Harsewinkel
29-Jähriger räumt Vergewaltigung ein

Harsewinkel (gdd) - Er hat keine Miene verzogen und sofort alle Anklagepunkte eingeräumt: Am Montag wurde im Harsewinkeler Vergewaltigungsprozess der 29-jährige Angeklagte aus der Haft der zweiten Strafkammer des Bielefelder Landgerichts vorgeführt.

Montag, 28.09.2020, 21:30 Uhr aktualisiert: 28.09.2020, 21:46 Uhr
Harsewinkel: 29-Jähriger räumt Vergewaltigung ein

Zur Erinnerung: Er war vergangenen Mittwoch zum Prozessauftakt nicht erschienen.
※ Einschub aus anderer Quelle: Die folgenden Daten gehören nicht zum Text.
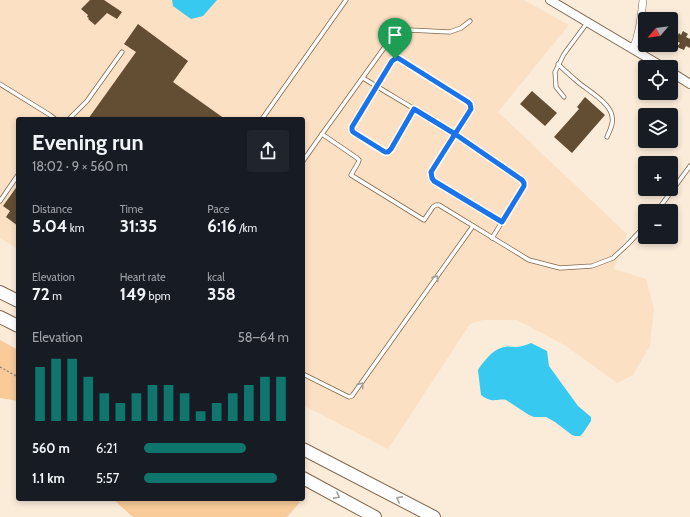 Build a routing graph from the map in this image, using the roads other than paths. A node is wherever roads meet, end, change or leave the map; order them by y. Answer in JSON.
{"nodes":[{"id":1,"x":346,"y":0,"type":"edge"},
{"id":2,"x":550,"y":0,"type":"edge"},
{"id":3,"x":644,"y":0,"type":"edge"},
{"id":4,"x":470,"y":21,"type":"dead end"},
{"id":5,"x":587,"y":22,"type":"junction"},
{"id":6,"x":633,"y":49,"type":"junction"},
{"id":7,"x":122,"y":52,"type":"dead end"},
{"id":8,"x":651,"y":60,"type":"edge"},
{"id":9,"x":558,"y":64,"type":"junction"},
{"id":10,"x":678,"y":76,"type":"edge"},
{"id":11,"x":363,"y":78,"type":"junction"},
{"id":12,"x":0,"y":84,"type":"edge"},
{"id":13,"x":690,"y":84,"type":"edge"},
{"id":14,"x":376,"y":86,"type":"junction"},
{"id":15,"x":564,"y":97,"type":"dead end"},
{"id":16,"x":414,"y":109,"type":"junction"},
{"id":17,"x":52,"y":117,"type":"edge"},
{"id":18,"x":71,"y":117,"type":"edge"},
{"id":19,"x":263,"y":117,"type":"edge"},
{"id":20,"x":322,"y":134,"type":"junction"},
{"id":21,"x":455,"y":134,"type":"junction"},
{"id":22,"x":607,"y":136,"type":"dead end"},
{"id":23,"x":305,"y":158,"type":"edge"},
{"id":24,"x":690,"y":166,"type":"edge"},
{"id":25,"x":16,"y":178,"type":"edge"},
{"id":26,"x":0,"y":201,"type":"edge"},
{"id":27,"x":662,"y":204,"type":"edge"},
{"id":28,"x":502,"y":222,"type":"junction"},
{"id":29,"x":473,"y":226,"type":"junction"},
{"id":30,"x":638,"y":233,"type":"edge"},
{"id":31,"x":492,"y":238,"type":"junction"},
{"id":32,"x":0,"y":292,"type":"edge"},
{"id":33,"x":16,"y":300,"type":"edge"},
{"id":34,"x":0,"y":317,"type":"edge"},
{"id":35,"x":16,"y":325,"type":"edge"},
{"id":36,"x":305,"y":375,"type":"edge"},
{"id":37,"x":305,"y":450,"type":"edge"},
{"id":38,"x":305,"y":479,"type":"edge"},
{"id":39,"x":375,"y":517,"type":"edge"},
{"id":40,"x":434,"y":517,"type":"edge"}],
"edges":[{"from":1,"to":19,"type":"lane"},
{"from":2,"to":5,"type":"street"},
{"from":3,"to":6,"type":"street"},
{"from":4,"to":11,"type":"lane"},
{"from":5,"to":6,"type":"street"},
{"from":5,"to":9,"type":"lane"},
{"from":6,"to":8,"type":"street"},
{"from":7,"to":18,"type":"lane"},
{"from":9,"to":15,"type":"lane"},
{"from":9,"to":22,"type":"lane"},
{"from":10,"to":13,"type":"street"},
{"from":11,"to":14,"type":"lane"},
{"from":11,"to":20,"type":"lane"},
{"from":12,"to":17,"type":"lane"},
{"from":14,"to":16,"type":"lane"},
{"from":14,"to":16,"type":"lane"},
{"from":14,"to":21,"type":"lane"},
{"from":16,"to":21,"type":"lane"},
{"from":20,"to":23,"type":"lane"},
{"from":20,"to":29,"type":"lane"},
{"from":21,"to":28,"type":"lane"},
{"from":21,"to":28,"type":"lane"},
{"from":24,"to":27,"type":"lane"},
{"from":25,"to":26,"type":"lane"},
{"from":28,"to":31,"type":"lane"},
{"from":29,"to":31,"type":"lane"},
{"from":36,"to":29,"type":"lane","one_way":true},
{"from":30,"to":31,"type":"lane"},
{"from":32,"to":33,"type":"highway"},
{"from":34,"to":35,"type":"highway"},
{"from":40,"to":37,"type":"highway","one_way":true},
{"from":38,"to":39,"type":"highway","one_way":true}]}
In seiner Heimatstadt Jessen (Sachsen-Anhalt) war er danach aufgespürt und festgenommen worden. 

Sein Vorstrafenregister ist lang

Für zwei Vergewaltigungen und vermutlich auch wegen einer Schlägerei muss er sich vor Gericht verantworten. Sein Vorstrafenregister ist lang. Er saß auch schon im Gefängnis. 
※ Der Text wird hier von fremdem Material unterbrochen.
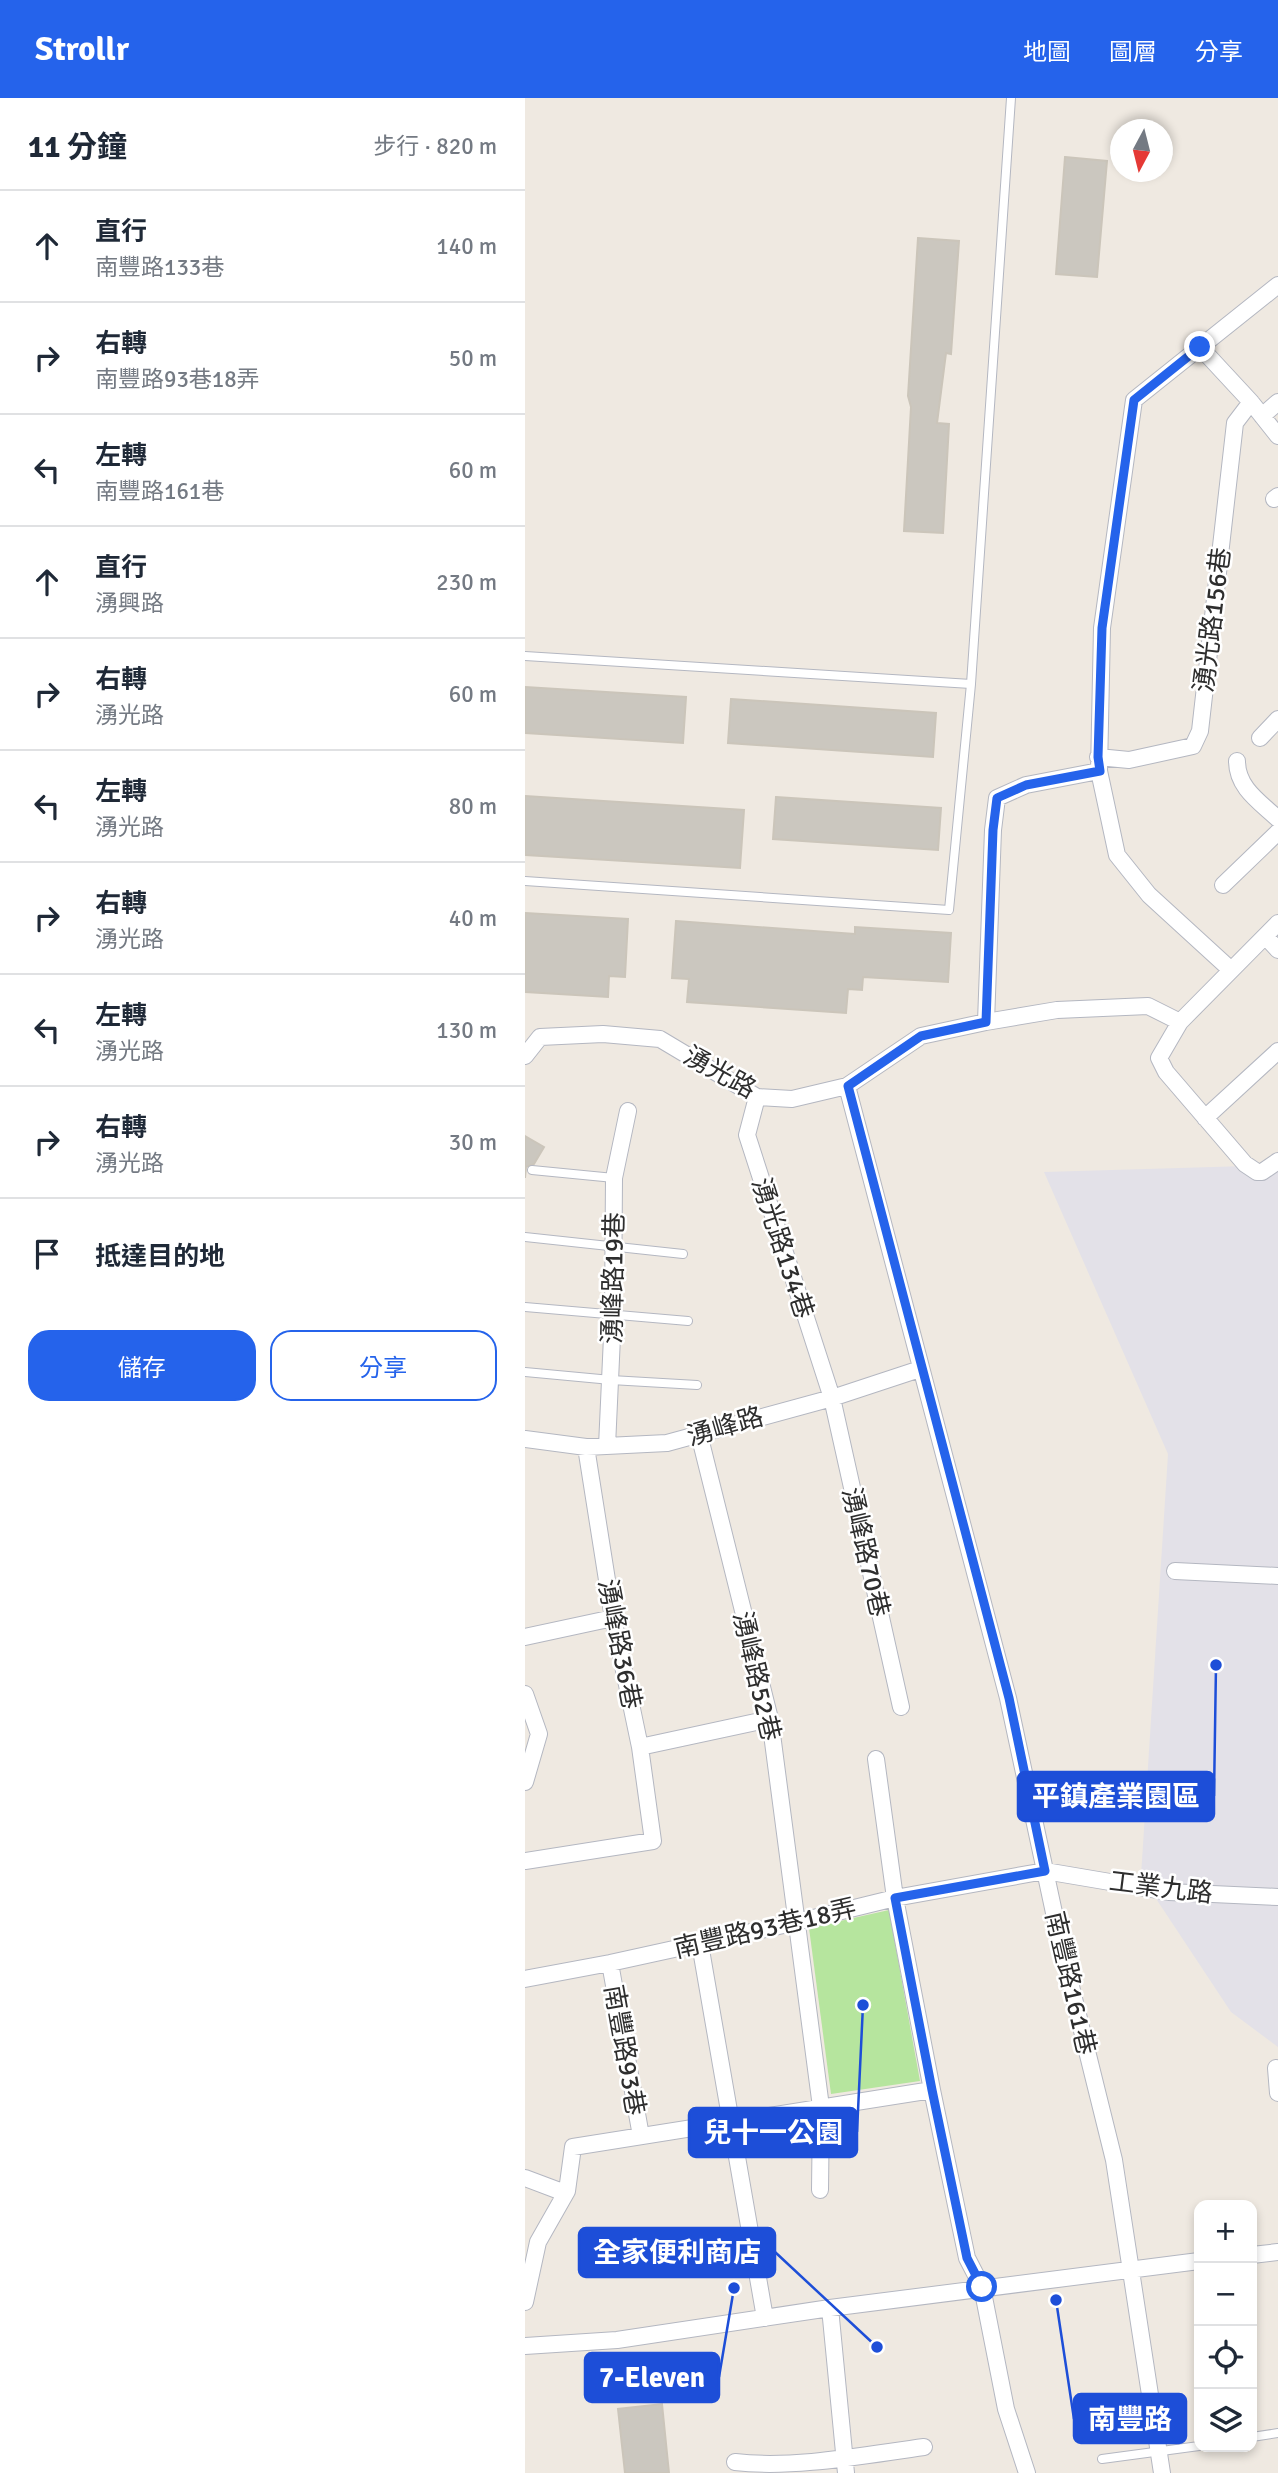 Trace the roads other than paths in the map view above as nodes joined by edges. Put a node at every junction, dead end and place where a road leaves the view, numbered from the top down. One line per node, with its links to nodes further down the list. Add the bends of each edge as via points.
1 (1011, 98): 9 (lane)
2 (1278, 285): 3 (street)
3 (1200, 347): 4 (street); 13 (street, via 1134,400 1102,628)
4 (1251, 402): 6 (street); 13 (street, 湧光路156巷, via 1235,423 1199,731 1193,746)
5 (1278, 402): 6 (street)
6 (1262, 416): 7 (street)
7 (1278, 436)
8 (525, 656): 9 (lane)
9 (971, 684): 16 (lane, via 949,909)
10 (1278, 719): 11 (street)
11 (1260, 738)
12 (1237, 761): 14 (street, via 1243,786)
13 (1099, 764): 21 (street, via 1117,855 1149,895); 22 (street, via 997,798)
14 (1278, 819)
15 (1278, 832): 17 (street)
16 (525, 881)
17 (1223, 886)
18 (1278, 923): 19 (street)
19 (1266, 937): 20 (street); 21 (street)
20 (1278, 950)
21 (1231, 970): 23 (street)
22 (986, 1022): 23 (street, 湧光路, via 1057,1010 1148,1006); 26 (street, 湧光路, via 921,1036)
23 (1180, 1022): 29 (street, via 1160,1063)
24 (1278, 1051): 29 (street)
25 (525, 1055): 27 (street, 湧光路, via 540,1037 603,1034 660,1039)
26 (848, 1086): 27 (street, 湧光路, via 792,1100); 39 (street, 南豐路161巷)
27 (757, 1097): 43 (street, 湧光路134巷, via 747,1135)
28 (628, 1111): 32 (street, 湧峰路19巷)
29 (1205, 1118): 30 (street, via 1257,1172)
30 (1278, 1161)
31 (531, 1170): 32 (lane)
32 (614, 1178): 34 (street, 湧峰路19巷)
33 (525, 1237): 34 (lane)
34 (614, 1247): 35 (lane); 37 (street, 湧峰路19巷)
35 (683, 1254)
36 (525, 1307): 37 (lane)
37 (613, 1315): 38 (lane); 41 (street, 湧峰路19巷)
38 (688, 1321)
39 (920, 1369): 43 (street, 湧峰路); 59 (street, 南豐路161巷, via 1009,1698)
40 (525, 1372): 41 (lane)
41 (611, 1380): 42 (lane); 46 (street, 湧峰路19巷)
42 (697, 1385)
43 (832, 1398): 44 (street, 湧峰路); 53 (street, 湧峰路70巷)
44 (699, 1434): 46 (street, 湧峰路, via 667,1443); 54 (street, 湧峰路52巷)
45 (525, 1439): 47 (street, 湧峰路)
46 (607, 1446): 47 (street, 湧峰路)
47 (586, 1447): 50 (street, 湧峰路36巷)
48 (1175, 1571): 49 (street)
49 (1278, 1576)
50 (614, 1618): 51 (street); 55 (street, 湧峰路36巷)
51 (525, 1637)
52 (525, 1695): 57 (street, via 539,1734)
53 (901, 1706)
54 (770, 1720): 55 (street); 62 (street, 湧峰路52巷)
55 (639, 1747): 58 (street, 湧峰路36巷, via 653,1841)
56 (877, 1759): 61 (street)
57 (525, 1782)
58 (525, 1861)
59 (1045, 1871): 60 (street, 工業九路, via 1169,1892); 61 (street, 南豐路93巷18弄); 78 (street, 南豐路161巷, via 1114,2160)
60 (1278, 1897)
61 (895, 1898): 62 (street, 南豐路93巷18弄); 67 (street)
62 (797, 1922): 63 (street, 南豐路93巷18弄); 69 (street, 湧峰路52巷)
63 (700, 1944): 64 (street, 南豐路93巷18弄); 70 (street)
64 (610, 1964): 65 (street, 南豐路93巷18弄); 71 (street, 南豐路93巷)
65 (525, 1979)
66 (1276, 2068): 68 (street)
67 (932, 2090): 69 (street); 79 (street, via 967,2258)
68 (1278, 2093)
69 (821, 2107): 70 (street); 73 (street, 湧峰路52巷)
70 (732, 2121): 71 (street); 82 (street)
71 (641, 2136): 74 (street, via 573,2147)
72 (525, 2178): 74 (street)
73 (820, 2190)
74 (566, 2191): 80 (street, via 538,2242)
75 (1278, 2252): 76 (street)
76 (1257, 2254)
77 (1194, 2262): 78 (street)
78 (1129, 2269): 79 (street); 88 (street, 南豐路161巷)
79 (982, 2287): 81 (street); 92 (street, via 1006,2409)
80 (525, 2302)
81 (830, 2308): 82 (street); 91 (street)
82 (765, 2318): 83 (street, via 617,2340)
83 (525, 2346)
84 (1278, 2433): 85 (lane)
85 (1257, 2436)
86 (924, 2447): 91 (street)
87 (1194, 2447): 88 (lane)
88 (1159, 2452): 89 (lane); 93 (street, 南豐路161巷)
89 (1102, 2459)
90 (735, 2462): 91 (street)
91 (845, 2465)
92 (1027, 2473)
93 (1162, 2473)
Harsewinkeler Fall liegt schon drei Jahre zurück

Der Harsewinkeler Fall liegt schon drei Jahre zurück: Der 29-Jährige gab zu, in der Nacht zum 15. Juli 2017 eine junge Frau, die ihn nach einer Alkoholparty in seine Wohnung begleitet hatte, die er damals mit einem Kumpel teilte, brutal vergewaltigt zu haben. Sein Opfer habe zunächst halb ohnmächtig alles über sich ergehen lassen. Dann habe es versucht, zu fliehen. Der Angeklagte berichtete, dass er die Frau an den Haaren auf die schwarze Ledercouch im Wohnzimmer zurückgezogen habe. Sein Kumpel schlief nebenan, wachte auf und hörte die weinende Frau. Er stoppte den Mitbewohner.
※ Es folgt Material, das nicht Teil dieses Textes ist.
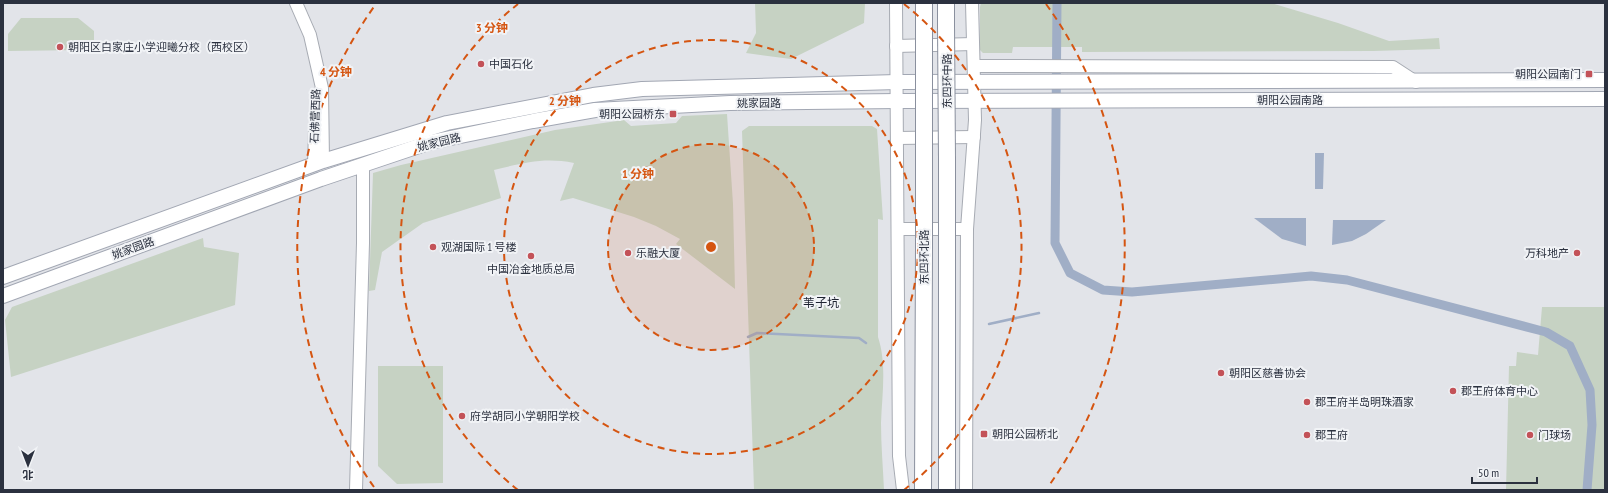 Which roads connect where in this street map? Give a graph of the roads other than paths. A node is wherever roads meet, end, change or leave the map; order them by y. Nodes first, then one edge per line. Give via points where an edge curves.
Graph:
1 (296, 3) edge
2 (896, 3) edge
3 (924, 3) edge
4 (946, 3) edge
5 (972, 3) edge
6 (973, 44) junction
7 (896, 46) junction
8 (974, 66) junction
9 (1605, 80) edge
10 (897, 82) junction
11 (975, 82) junction
12 (1416, 82) junction
13 (1605, 99) edge
14 (898, 101) junction
15 (974, 101) junction
16 (974, 137) junction
17 (897, 138) junction
18 (947, 160) joint
19 (318, 163) junction
20 (363, 165) junction
21 (898, 229) junction
22 (967, 229) junction
23 (3, 277) edge
24 (3, 296) edge
25 (356, 490) edge
26 (903, 490) edge
27 (923, 490) edge
28 (947, 490) edge
29 (966, 490) edge

1 - 19 street, 石佛营西路 via 310,36 322,88
2 - 7 street
3 - 27 highway, 东四环北路, bridge
4 - 18 highway, 东四环中路, bridge
5 - 6 street
6 - 7 street
6 - 8 street
7 - 10 street
8 - 11 street
8 - 12 street via 1393,67
9 - 12 main road, 朝阳公园南路
10 - 11 main road, 姚家园路
10 - 14 street
10 - 19 main road, 姚家园路 via 642,90 594,95 447,123
11 - 12 main road, 朝阳公园南路
11 - 15 street
13 - 15 main road, 朝阳公园南路
14 - 15 main road, 姚家园路
14 - 17 street
14 - 20 main road, 姚家园路 via 730,103 595,110 431,142
15 - 16 street
16 - 17 street
16 - 22 street
17 - 21 street
18 - 28 highway, 东四环北路, bridge
19 - 23 main road, 姚家园路
20 - 24 main road, 姚家园路
20 - 25 street
21 - 22 street
21 - 26 street via 899,456
22 - 29 street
Frau spricht unter Ausschluss der Öffentlichkeit

 Am Montagvormittag begleitete eine Mitarbeiterin des Vereins Wendepunkt, eine Frauenberatung und ein Gewaltschutzzentrum, das zitternde Opfer in den Gerichtssaal. Bilder von den Gesichtsverletzungen der Frau wurden auf einem Monitor gezeigt. 40 Minuten berichtete die Frau unter Ausschluss der Öffentlichkeit, was ihr in dieser Nacht vor drei Jahren widerfahren war. Vor Gericht wird sie von einer Anwältin als Nebenklägerin vertreten. 

Ein zweiter Fall

Aus Jessen reiste auch eine Polizeioberkommissarin an, die den Mann nach einer weiteren Vergewaltigung 2018 in stark betrunkenem Zustand festgenommen hatte: „Ich habe ihm mit einem nassen Lappen ins Gesicht geschlagen.“ Sein zweites Opfer: eine Frau, deren Dauerfreund ein Saufkumpan des Angeklagten war. Dieser hatte dem Angeklagten sorglos die Wohnungsschlüssel übergeben. So wurde am Morgen des 9. Juni 2018 sein zweites Opfer überrascht. Der Lebensgefährte der Frau sei damals alkoholisiert-aggressiv gegenüber der Polizei aufgetreten, so die Polizistin. Er habe behauptete, seine Freundin sei „selber schuld gewesen und krank im Kopf“. 

Dienstag soll das Urteil verkündet werden

Die Kammer zeigte Bilder der Geschädigten. Ihr Gesicht war angeschwollen, die Lippen voller Blut – mit fünf Fausthieben soll der 29-Jährige die 50-Jährige gefügig gemacht haben. Den gestrigen Prozesstag, den eine geladene Zeugin verfehlte, weil sie von Jessen statt nach Bielefeld in die anhaltische Kreisstadt Bitterfeld gefahren war, wird  am Dienstag, 29. September, fortgesetzt. Dann soll bereits das Urteil verkündet werden.